● **EXERCISE MATERIAL**:
○ ○ ○ ○

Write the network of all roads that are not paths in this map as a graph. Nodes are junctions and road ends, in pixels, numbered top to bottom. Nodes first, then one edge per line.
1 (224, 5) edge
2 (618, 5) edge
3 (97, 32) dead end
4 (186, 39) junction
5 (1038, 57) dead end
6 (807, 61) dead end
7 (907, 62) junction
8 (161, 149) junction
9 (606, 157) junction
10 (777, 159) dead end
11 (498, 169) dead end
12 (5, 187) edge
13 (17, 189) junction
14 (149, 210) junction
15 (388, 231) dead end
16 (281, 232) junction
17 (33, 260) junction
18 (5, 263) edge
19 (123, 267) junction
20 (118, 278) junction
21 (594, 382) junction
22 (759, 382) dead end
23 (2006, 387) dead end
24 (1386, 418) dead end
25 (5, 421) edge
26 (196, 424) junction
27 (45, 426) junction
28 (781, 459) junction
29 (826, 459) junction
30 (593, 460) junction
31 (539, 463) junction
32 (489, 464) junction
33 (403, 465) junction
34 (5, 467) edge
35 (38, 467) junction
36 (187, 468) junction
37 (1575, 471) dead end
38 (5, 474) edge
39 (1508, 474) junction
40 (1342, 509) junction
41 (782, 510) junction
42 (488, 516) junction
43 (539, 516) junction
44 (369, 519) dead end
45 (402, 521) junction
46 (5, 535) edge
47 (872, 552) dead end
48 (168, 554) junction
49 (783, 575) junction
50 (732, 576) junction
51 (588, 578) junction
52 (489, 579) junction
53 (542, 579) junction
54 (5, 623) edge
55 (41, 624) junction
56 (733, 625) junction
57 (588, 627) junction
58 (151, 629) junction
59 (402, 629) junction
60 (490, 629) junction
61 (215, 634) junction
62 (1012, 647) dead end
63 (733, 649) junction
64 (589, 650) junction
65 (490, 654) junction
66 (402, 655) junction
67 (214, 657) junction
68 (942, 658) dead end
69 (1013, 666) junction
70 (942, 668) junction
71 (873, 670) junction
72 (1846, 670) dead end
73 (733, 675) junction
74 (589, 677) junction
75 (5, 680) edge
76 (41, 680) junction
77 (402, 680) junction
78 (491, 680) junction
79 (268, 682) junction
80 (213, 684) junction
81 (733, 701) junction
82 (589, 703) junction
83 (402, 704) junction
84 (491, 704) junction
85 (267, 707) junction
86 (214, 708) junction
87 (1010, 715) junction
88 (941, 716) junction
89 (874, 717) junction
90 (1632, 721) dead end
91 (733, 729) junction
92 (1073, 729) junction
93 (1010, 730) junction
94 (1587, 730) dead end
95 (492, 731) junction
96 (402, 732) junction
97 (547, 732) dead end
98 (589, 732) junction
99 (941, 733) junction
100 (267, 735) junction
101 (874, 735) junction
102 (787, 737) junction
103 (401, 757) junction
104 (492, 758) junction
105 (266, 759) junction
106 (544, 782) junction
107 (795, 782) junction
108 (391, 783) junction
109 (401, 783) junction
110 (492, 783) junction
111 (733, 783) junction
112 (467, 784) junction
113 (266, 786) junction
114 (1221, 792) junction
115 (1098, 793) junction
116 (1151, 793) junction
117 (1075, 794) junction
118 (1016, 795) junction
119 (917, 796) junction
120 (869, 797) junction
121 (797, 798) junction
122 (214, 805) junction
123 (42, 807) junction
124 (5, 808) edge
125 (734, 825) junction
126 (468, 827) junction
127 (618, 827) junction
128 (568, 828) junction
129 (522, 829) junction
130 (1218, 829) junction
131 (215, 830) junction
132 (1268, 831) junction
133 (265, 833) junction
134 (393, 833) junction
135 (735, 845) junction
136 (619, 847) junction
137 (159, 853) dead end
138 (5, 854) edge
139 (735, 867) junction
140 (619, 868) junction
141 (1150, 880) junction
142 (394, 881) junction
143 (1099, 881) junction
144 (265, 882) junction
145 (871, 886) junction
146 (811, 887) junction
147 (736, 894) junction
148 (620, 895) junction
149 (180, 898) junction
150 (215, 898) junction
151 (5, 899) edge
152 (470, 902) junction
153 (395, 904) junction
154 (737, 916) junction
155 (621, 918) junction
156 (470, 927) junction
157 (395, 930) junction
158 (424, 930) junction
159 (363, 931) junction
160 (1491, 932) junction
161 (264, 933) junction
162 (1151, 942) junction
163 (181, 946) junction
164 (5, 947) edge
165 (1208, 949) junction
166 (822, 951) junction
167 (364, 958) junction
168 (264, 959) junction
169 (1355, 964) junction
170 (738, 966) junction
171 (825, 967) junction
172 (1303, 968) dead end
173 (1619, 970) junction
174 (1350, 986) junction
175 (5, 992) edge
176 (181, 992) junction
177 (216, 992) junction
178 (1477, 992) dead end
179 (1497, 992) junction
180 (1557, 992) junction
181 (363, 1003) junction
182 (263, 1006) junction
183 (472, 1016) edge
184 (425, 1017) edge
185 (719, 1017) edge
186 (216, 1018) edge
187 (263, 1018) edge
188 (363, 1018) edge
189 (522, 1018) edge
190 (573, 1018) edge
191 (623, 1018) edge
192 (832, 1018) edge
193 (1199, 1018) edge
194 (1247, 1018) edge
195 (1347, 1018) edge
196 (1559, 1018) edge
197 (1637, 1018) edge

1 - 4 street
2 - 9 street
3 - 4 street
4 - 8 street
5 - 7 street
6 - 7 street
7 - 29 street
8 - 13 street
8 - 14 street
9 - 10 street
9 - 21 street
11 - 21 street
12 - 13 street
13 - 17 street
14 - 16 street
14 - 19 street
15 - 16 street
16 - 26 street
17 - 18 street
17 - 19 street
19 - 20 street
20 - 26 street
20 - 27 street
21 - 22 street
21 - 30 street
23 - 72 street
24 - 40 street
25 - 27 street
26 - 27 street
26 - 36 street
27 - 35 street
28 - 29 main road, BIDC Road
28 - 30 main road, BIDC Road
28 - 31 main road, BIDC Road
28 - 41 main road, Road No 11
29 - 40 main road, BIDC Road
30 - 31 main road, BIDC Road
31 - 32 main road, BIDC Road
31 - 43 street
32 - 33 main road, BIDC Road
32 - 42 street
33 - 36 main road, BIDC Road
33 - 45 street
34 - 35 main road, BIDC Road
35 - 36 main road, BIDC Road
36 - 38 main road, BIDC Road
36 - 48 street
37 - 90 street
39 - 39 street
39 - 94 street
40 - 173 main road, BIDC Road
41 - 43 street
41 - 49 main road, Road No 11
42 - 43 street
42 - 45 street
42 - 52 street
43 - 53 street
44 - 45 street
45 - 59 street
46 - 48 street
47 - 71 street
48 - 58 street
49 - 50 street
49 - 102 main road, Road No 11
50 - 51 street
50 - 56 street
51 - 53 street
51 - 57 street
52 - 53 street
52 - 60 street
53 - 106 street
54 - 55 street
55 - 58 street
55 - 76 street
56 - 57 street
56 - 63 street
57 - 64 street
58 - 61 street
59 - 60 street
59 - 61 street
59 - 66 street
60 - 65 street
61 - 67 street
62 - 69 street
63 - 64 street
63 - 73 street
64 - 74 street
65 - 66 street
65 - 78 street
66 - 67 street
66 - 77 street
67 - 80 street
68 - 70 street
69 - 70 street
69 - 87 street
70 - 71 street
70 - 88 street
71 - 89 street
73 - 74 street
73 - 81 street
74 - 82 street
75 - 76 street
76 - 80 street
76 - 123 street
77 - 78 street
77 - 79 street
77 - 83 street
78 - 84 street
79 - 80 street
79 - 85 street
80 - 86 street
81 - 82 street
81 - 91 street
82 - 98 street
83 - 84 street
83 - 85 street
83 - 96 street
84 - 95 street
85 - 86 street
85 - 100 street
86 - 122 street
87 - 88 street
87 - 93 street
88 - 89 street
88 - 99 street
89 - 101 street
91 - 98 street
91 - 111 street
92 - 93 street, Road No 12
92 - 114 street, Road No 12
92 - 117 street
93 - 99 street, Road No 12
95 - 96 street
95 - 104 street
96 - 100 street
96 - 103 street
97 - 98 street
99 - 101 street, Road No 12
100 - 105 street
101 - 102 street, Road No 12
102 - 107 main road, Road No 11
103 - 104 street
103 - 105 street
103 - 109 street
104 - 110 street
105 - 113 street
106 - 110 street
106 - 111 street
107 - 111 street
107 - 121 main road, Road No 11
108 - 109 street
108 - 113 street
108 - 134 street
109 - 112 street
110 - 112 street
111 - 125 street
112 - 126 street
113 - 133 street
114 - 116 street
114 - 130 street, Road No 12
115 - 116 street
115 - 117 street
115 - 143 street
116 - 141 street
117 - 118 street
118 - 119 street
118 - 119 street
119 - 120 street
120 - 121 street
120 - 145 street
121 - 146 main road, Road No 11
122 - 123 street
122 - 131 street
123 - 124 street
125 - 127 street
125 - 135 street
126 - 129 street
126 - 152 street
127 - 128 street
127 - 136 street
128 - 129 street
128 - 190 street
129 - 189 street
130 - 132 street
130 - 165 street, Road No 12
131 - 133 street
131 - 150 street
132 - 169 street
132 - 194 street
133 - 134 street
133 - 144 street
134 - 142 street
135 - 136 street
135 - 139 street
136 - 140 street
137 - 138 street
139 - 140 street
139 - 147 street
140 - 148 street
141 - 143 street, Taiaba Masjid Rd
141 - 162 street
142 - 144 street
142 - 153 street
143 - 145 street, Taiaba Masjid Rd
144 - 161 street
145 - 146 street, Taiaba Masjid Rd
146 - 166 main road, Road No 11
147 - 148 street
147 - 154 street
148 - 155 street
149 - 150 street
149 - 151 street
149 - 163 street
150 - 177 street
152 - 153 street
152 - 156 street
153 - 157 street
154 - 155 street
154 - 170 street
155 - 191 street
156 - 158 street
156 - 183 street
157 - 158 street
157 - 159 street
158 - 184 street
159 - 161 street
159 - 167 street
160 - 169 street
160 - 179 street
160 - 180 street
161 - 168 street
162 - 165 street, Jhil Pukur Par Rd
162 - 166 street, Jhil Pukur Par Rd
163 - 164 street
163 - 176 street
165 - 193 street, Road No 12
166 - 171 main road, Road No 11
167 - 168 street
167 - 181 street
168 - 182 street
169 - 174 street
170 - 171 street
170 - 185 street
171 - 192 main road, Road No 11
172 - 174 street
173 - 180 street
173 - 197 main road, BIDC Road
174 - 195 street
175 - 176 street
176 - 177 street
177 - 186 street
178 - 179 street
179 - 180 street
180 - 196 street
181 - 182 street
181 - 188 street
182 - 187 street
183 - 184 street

○ ○ ○ ○

● **THE TASK**:
Across all the records, find the lines containing the word "Masjid" and reproduce each one.

● **SOLUTION TO THE PROBLEM**:
141 - 143 street, Taiaba Masjid Rd
143 - 145 street, Taiaba Masjid Rd
145 - 146 street, Taiaba Masjid Rd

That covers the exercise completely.